Material provided section start

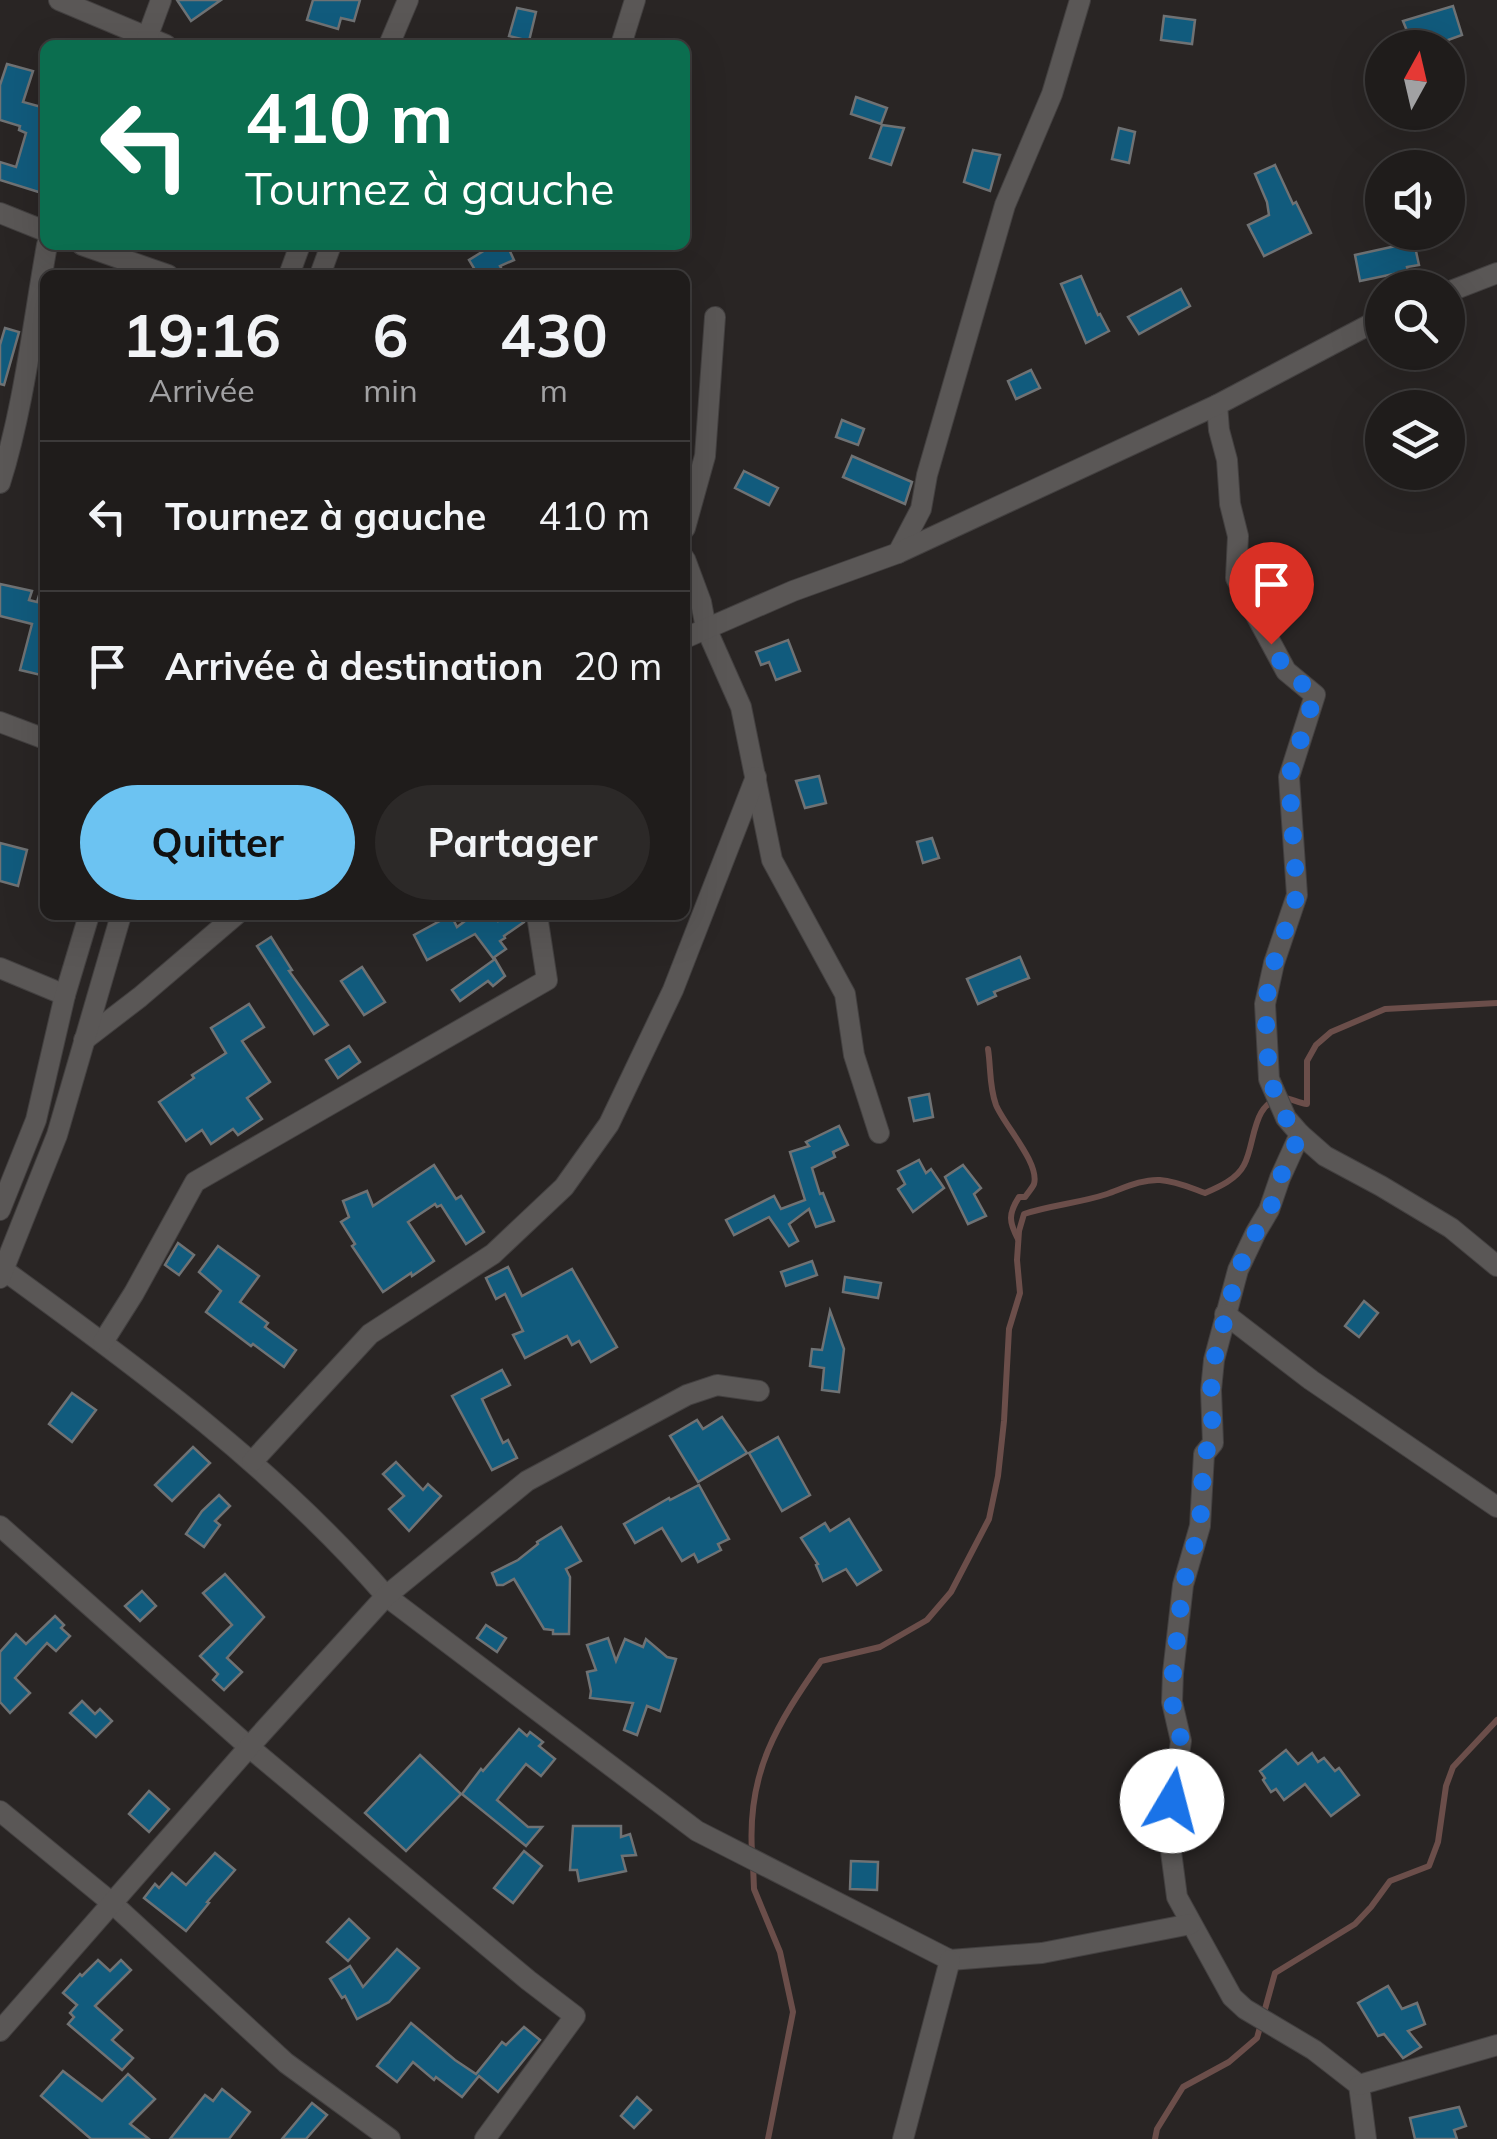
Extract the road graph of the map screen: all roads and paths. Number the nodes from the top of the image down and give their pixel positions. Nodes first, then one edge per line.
1 (60, 0) edge
2 (161, 0) edge
3 (408, 0) edge
4 (634, 0) edge
5 (1080, 0) edge
6 (155, 40) edge
7 (157, 40) edge
8 (391, 40) edge
9 (622, 40) edge
10 (0, 213) edge
11 (40, 229) edge
12 (96, 250) edge
13 (154, 270) edge
14 (1497, 273) edge
15 (40, 279) edge
16 (1465, 285) edge
17 (715, 316) dead end
18 (1365, 327) edge
19 (1216, 405) junction
20 (0, 482) edge
21 (690, 509) edge
22 (898, 552) junction
23 (690, 573) edge
24 (706, 628) junction
25 (690, 636) edge
26 (0, 722) edge
27 (40, 738) edge
28 (756, 777) junction
29 (88, 920) edge
30 (120, 920) edge
31 (230, 920) edge
32 (538, 920) edge
33 (0, 968) edge
34 (66, 995) junction
35 (84, 1040) junction
36 (879, 1133) dead end
37 (1300, 1134) junction
38 (0, 1210) edge
39 (1497, 1266) edge
40 (2, 1275) edge
41 (1225, 1314) junction
42 (103, 1342) junction
43 (759, 1391) dead end
44 (252, 1462) junction
45 (1497, 1507) edge
46 (0, 1526) edge
47 (386, 1596) junction
48 (249, 1747) junction
49 (0, 1810) edge
50 (112, 1903) junction
51 (1191, 1924) junction
52 (950, 1960) junction
53 (0, 2031) edge
54 (1497, 2046) edge
55 (1359, 2086) junction
56 (390, 2139) edge
57 (485, 2139) edge
58 (903, 2139) edge
59 (1366, 2139) edge

1 - 6 street
2 - 7 street
3 - 8 street
4 - 9 street
5 - 22 street
10 - 11 street
12 - 13 street
14 - 16 street
15 - 20 street
17 - 21 street
18 - 19 street
19 - 22 street
19 - 37 street
22 - 24 street
23 - 24 street
24 - 25 street
24 - 28 street
26 - 27 street
28 - 36 street
28 - 44 street
29 - 34 street
30 - 35 street
31 - 35 street
32 - 42 street
33 - 34 street
34 - 38 street
35 - 40 street
37 - 39 street
37 - 41 street
40 - 42 street
41 - 45 street
41 - 51 street
42 - 44 street
43 - 47 street
44 - 47 street
46 - 48 street
47 - 48 street
47 - 52 street
48 - 50 street
48 - 57 street
49 - 50 street
50 - 53 street
50 - 56 street
51 - 52 street
51 - 55 street
52 - 58 street
54 - 55 street
55 - 59 street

Material provided section end

Every line above with the string "dead" in it needs to be copied.

17 (715, 316) dead end
36 (879, 1133) dead end
43 (759, 1391) dead end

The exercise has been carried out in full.